Much like Weir’s novel, The Martian is an unlikely mix of gearhead sci-fi and rousing adventure. They leave the planet to return to Earth, but Astronaut Mark Watney (Matt Damon) isn’t dead, as you know and the new movie “The Martian” and Director Ridley Scott take audiences through a brilliant and captivating story about survival. Rather than wait out the risk, the crew’s commander Melissa Lewis (Jessica Chastain) pulls the plug and aborts the mission.
Warning: Spoilers ahead if you haven’t read the book or seen the movie. There isn’t a wasted performance in the bunch, from Jeff Daniels as NASA head honcho Teddy Sanders and Sean Bean as his greatest detractor Mitch Henderson (keep an ear out for an unbelievable Lord of the Rings callout) to Donald Glover as an eccentric astrophysicist and Kristen Wiig as a public relations worrywart. It lets them rise to their fullest potential, see how they can change the world of tomorrow and persevere as only few have before.
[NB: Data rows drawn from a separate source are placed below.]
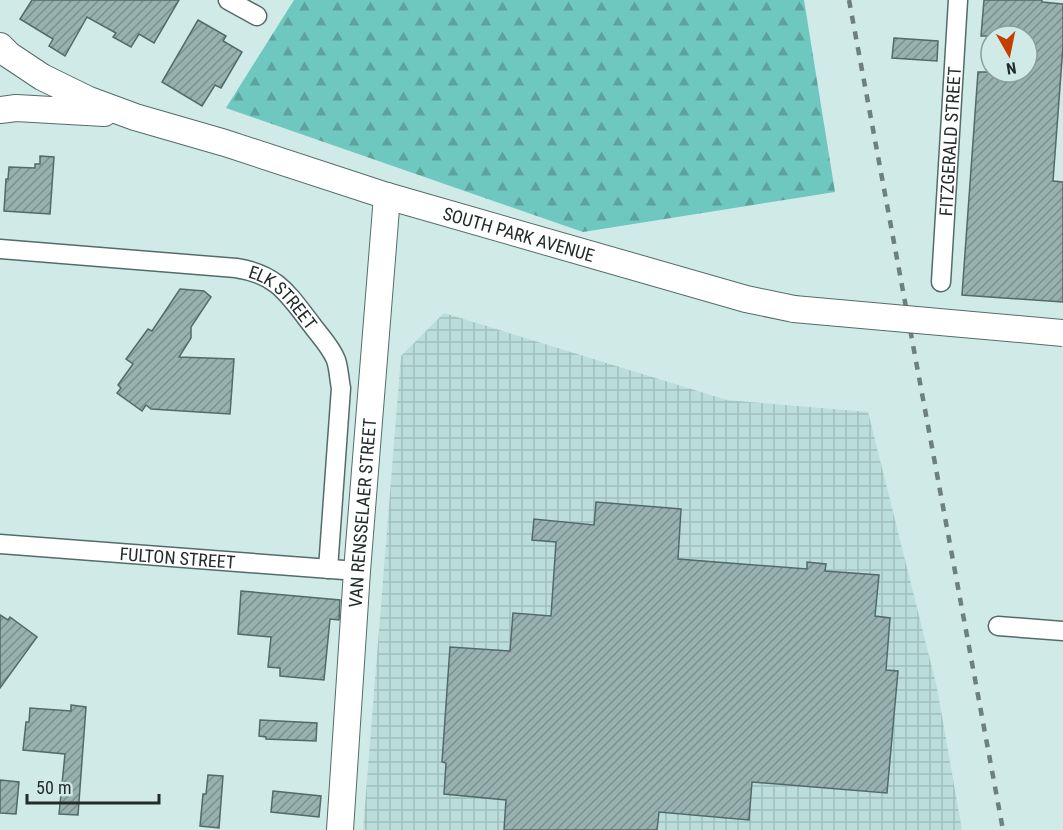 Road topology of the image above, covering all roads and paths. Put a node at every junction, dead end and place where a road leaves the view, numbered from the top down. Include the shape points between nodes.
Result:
1 (228, 0) edge
2 (958, 0) edge
3 (257, 16) dead end
4 (3, 55) edge
5 (0, 111) edge
6 (135, 117) junction
7 (387, 196) junction
8 (0, 249) edge
9 (941, 282) dead end
10 (1063, 333) edge
11 (0, 544) edge
12 (328, 569) junction
13 (357, 571) junction
14 (998, 626) dead end
15 (1063, 631) edge
16 (340, 830) edge

1 - 3 street
2 - 9 street, FITZGERALD STREET
4 - 6 street, SOUTH PARK AVENUE via 89,100
5 - 6 street via 56,109
6 - 7 street, SOUTH PARK AVENUE
7 - 10 street, SOUTH PARK AVENUE, bridge via 746,299 794,309
7 - 13 street, VAN RENSSELAER STREET
8 - 12 street, ELK STREET via 236,268 254,271 276,282 326,342 336,360 341,388
11 - 12 street, FULTON STREET
12 - 13 street, FULTON STREET
13 - 16 street, VAN RENSSELAER STREET
14 - 15 street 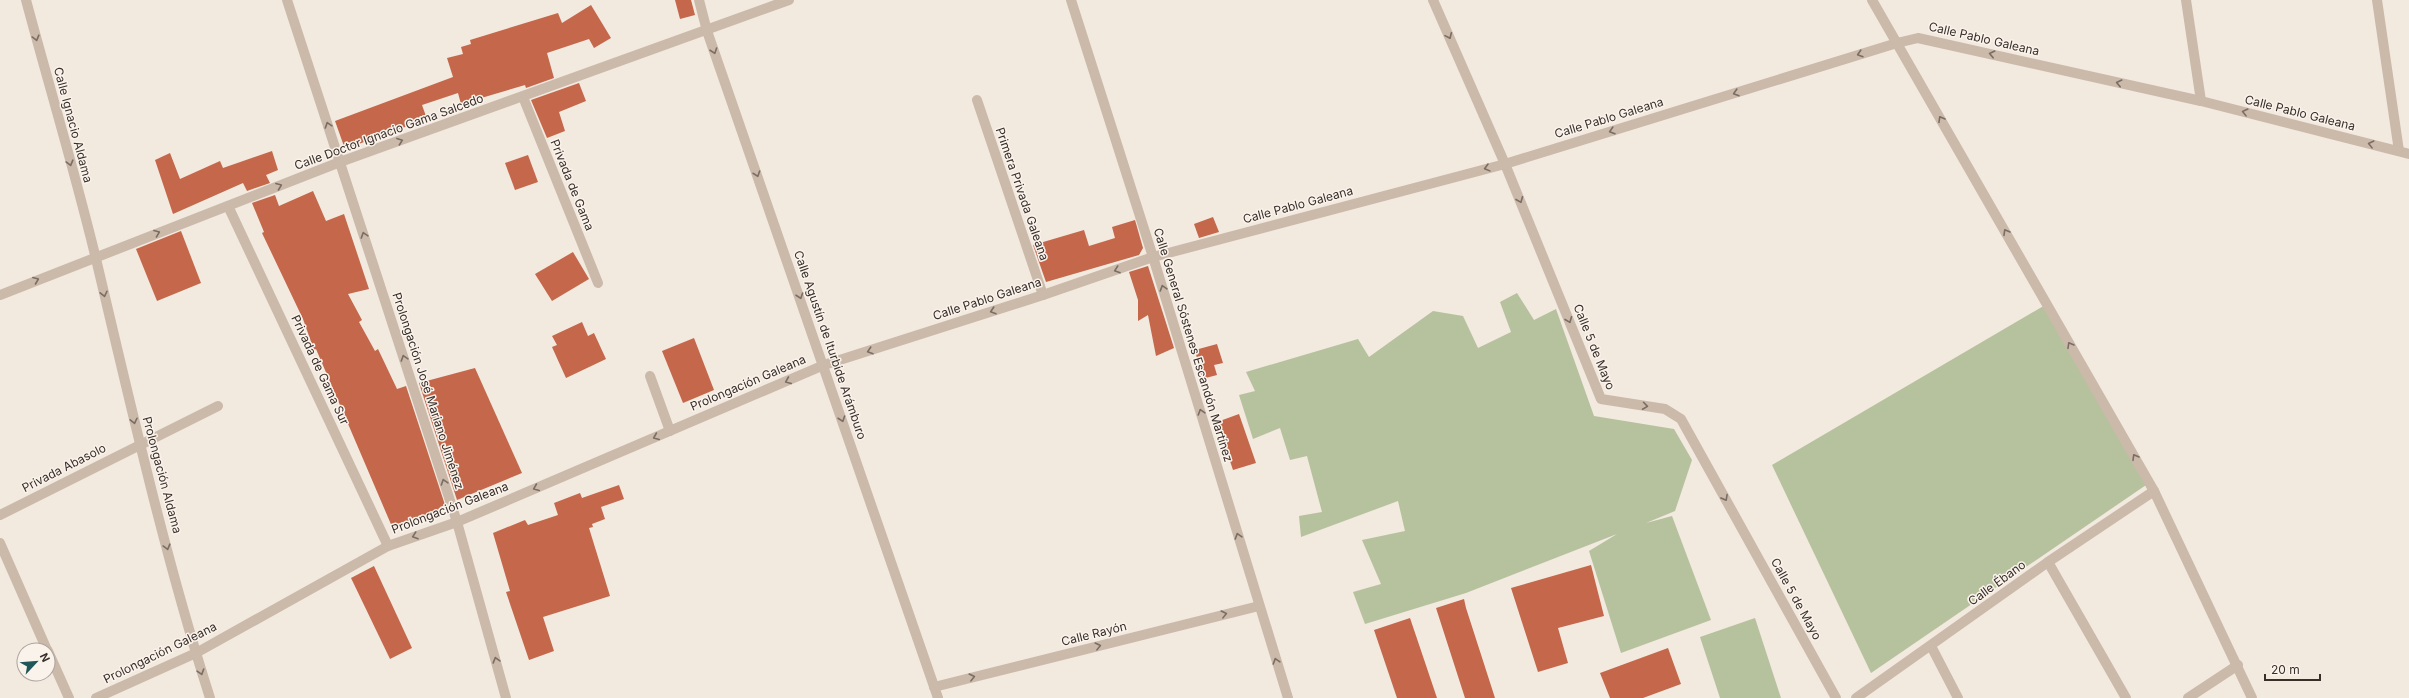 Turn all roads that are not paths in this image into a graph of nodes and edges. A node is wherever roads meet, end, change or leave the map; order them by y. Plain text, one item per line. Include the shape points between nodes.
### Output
1 (26, 0) edge
2 (286, 0) edge
3 (699, 0) edge
4 (789, 0) edge
5 (1071, 0) edge
6 (1433, 0) edge
7 (1872, 0) edge
8 (2186, 0) edge
9 (2377, 0) edge
10 (707, 31) junction
11 (1897, 43) junction
12 (523, 97) junction
13 (977, 100) dead end
14 (2201, 101) junction
15 (2404, 153) edge
16 (340, 162) junction
17 (1505, 164) junction
18 (228, 206) junction
19 (95, 257) junction
20 (1153, 257) junction
21 (598, 283) dead end
22 (0, 294) edge
23 (1043, 295) junction
24 (824, 365) junction
25 (650, 376) dead end
26 (218, 406) dead end
27 (670, 431) junction
28 (140, 444) junction
29 (2154, 491) junction
30 (0, 515) edge
31 (457, 522) junction
32 (0, 543) edge
33 (388, 546) junction
34 (2048, 562) junction
35 (1259, 606) junction
36 (44, 642) edge
37 (1931, 646) junction
38 (196, 654) junction
39 (2238, 666) junction
40 (56, 669) edge
41 (934, 687) junction
42 (69, 698) edge
43 (96, 698) edge
44 (210, 698) edge
45 (506, 698) edge
46 (938, 698) edge
47 (1288, 698) edge
48 (1836, 698) edge
49 (1856, 698) edge
50 (1958, 698) edge
51 (2126, 698) edge
52 (2188, 698) edge
53 (2252, 698) edge

1 -> 19 street, Calle Ignacio Aldama
16 -> 2 street, Prolongación José Mariano Jiménez
3 - 10 street, Calle Agustín de Iturbide Arámburo
4 - 10 street, Calle Doctor Ignacio Gama Salcedo
5 - 20 street, Calle General Sóstenes Escandón Martínez
6 -> 17 street, Calle 5 de Mayo
7 - 11 street
8 - 14 street
9 - 15 street
10 - 12 street, Calle Doctor Ignacio Gama Salcedo
10 -> 24 street, Calle Agustín de Iturbide Arámburo
14 -> 11 street, Calle Pablo Galeana via 1918,38
11 -> 17 street, Calle Pablo Galeana
29 -> 11 street
16 -> 12 street, Calle Doctor Ignacio Gama Salcedo
12 - 21 street, Privada de Gama
13 - 23 street, Primera Privada Galeana
15 -> 14 street, Calle Pablo Galeana
18 -> 16 street, Calle Doctor Ignacio Gama Salcedo
31 -> 16 street, Prolongación José Mariano Jiménez
17 -> 20 street, Calle Pablo Galeana
17 -> 48 street, Calle 5 de Mayo via 1601,399 1665,409 1681,419
19 -> 18 street, Calle Doctor Ignacio Gama Salcedo
18 - 33 street, Privada de Gama Sur
22 -> 19 street, Calle Doctor Ignacio Gama Salcedo
19 -> 28 street, Prolongación Aldama
20 -> 23 street, Calle Pablo Galeana
35 -> 20 street, Calle General Sóstenes Escandón Martínez
23 -> 24 street, Calle Pablo Galeana
24 -> 27 street, Prolongación Galeana
24 -> 41 street, Calle Agustín de Iturbide Arámburo
25 - 27 street
26 - 28 street, Privada Abasolo
27 -> 31 street, Prolongación Galeana
28 - 30 street, Privada Abasolo
28 -> 38 street, Prolongación Aldama
29 - 34 street, Calle Ébano
29 - 39 street
31 -> 33 street, Prolongación Galeana
45 -> 31 street, Prolongación José Mariano Jiménez
32 - 36 street
33 - 38 street, Prolongación Galeana
34 - 37 street, Calle Ébano
34 - 51 street
41 -> 35 street, Calle Rayón
47 -> 35 street, Calle General Sóstenes Escandón Martínez
37 - 49 street, Calle Ébano
37 - 50 street
38 - 43 street, Prolongación Galeana
38 -> 44 street, Prolongación Aldama
39 - 52 street
39 - 53 street
40 - 42 street
41 - 46 street, Calle Agustín de Iturbide Arámburo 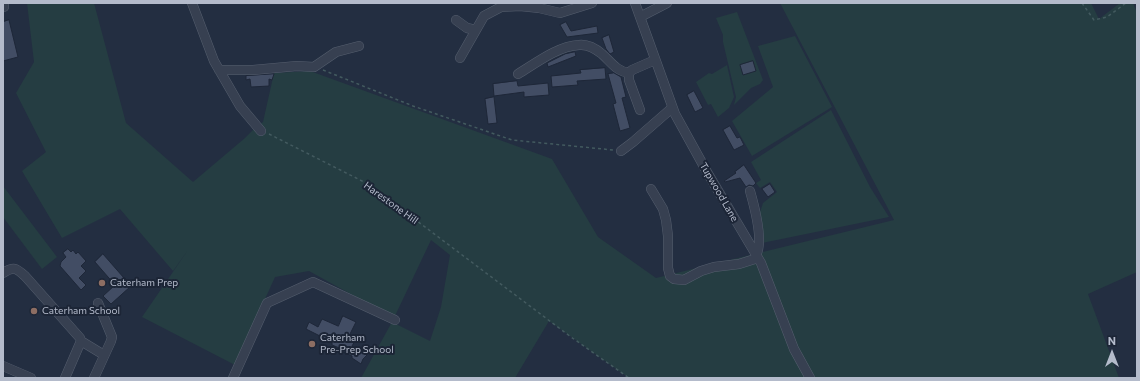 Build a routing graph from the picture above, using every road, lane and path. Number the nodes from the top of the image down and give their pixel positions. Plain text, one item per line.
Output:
1 (4, 3) edge
2 (192, 3) edge
3 (592, 3) edge
4 (635, 3) edge
5 (667, 3) edge
6 (1082, 3) edge
7 (1126, 3) edge
8 (4, 7) edge
9 (640, 17) junction
10 (456, 20) dead end
11 (476, 30) junction
12 (360, 46) dead end
13 (460, 58) dead end
14 (655, 60) junction
15 (314, 67) junction
16 (219, 70) junction
17 (518, 74) dead end
18 (628, 74) junction
19 (672, 108) junction
20 (640, 110) dead end
21 (262, 131) joint
22 (621, 151) joint
23 (651, 189) dead end
24 (750, 192) dead end
25 (757, 256) junction
26 (3, 272) edge
27 (98, 303) dead end
28 (395, 320) dead end
29 (81, 342) junction
30 (104, 355) junction
31 (3, 366) edge
32 (31, 378) edge
33 (66, 378) edge
34 (94, 378) edge
35 (233, 378) edge
36 (629, 378) edge
37 (810, 378) edge

1 - 8 street
2 - 16 street
3 - 11 street
4 - 9 street, Tupwood Lane
5 - 9 street
6 - 7 path
9 - 14 street, Tupwood Lane
10 - 11 street
11 - 13 street
12 - 15 street
14 - 18 street
14 - 19 street, Tupwood Lane
15 - 16 street
15 - 22 path
16 - 21 street
17 - 18 street
18 - 20 street
19 - 22 street
19 - 25 street, Tupwood Lane
21 - 36 path, Harestone Hill
23 - 25 street
24 - 25 street
25 - 37 street, Tupwood Lane
26 - 29 street
27 - 30 street
28 - 35 street
29 - 30 street
29 - 33 street
30 - 34 street
31 - 32 street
So how did Dr. Green, who has been director of the Planetary Science Division since 2006, get involved with the movie? But for his next trip to the stars, Scott has flipped the tagline on its head: In The Martian, everyone can hear you scream, and everyone wants to do something about it. On the next FRESH AIR, Terry Gross talks with Ramos about his conflict with Trump, his life and working as an immigrant journalist in the U.S. I hope you’ll join us. The conversation was all the science: ‘What about orbital trajectories?
Except… one of them isn’t.
Dr. Green has been at NASA since completing his PhD in Space Physics at the University of Iowa. “My chemistry teacher became the head of an observatory in Burlington, Iowa, and taught an astronomy class I attended after school”.
“I started at Marshall Space Flight Center, where I also developed NASA’s first Internet network, the ‘Space Physics Analysis Network'”. He brings a natural layman approach to the scientific preciseness required to explain everything, without having it ever feel dumbed down or totally incomprehensible.
And then Dr. Green caught a hacker. He’s a much better director than I am.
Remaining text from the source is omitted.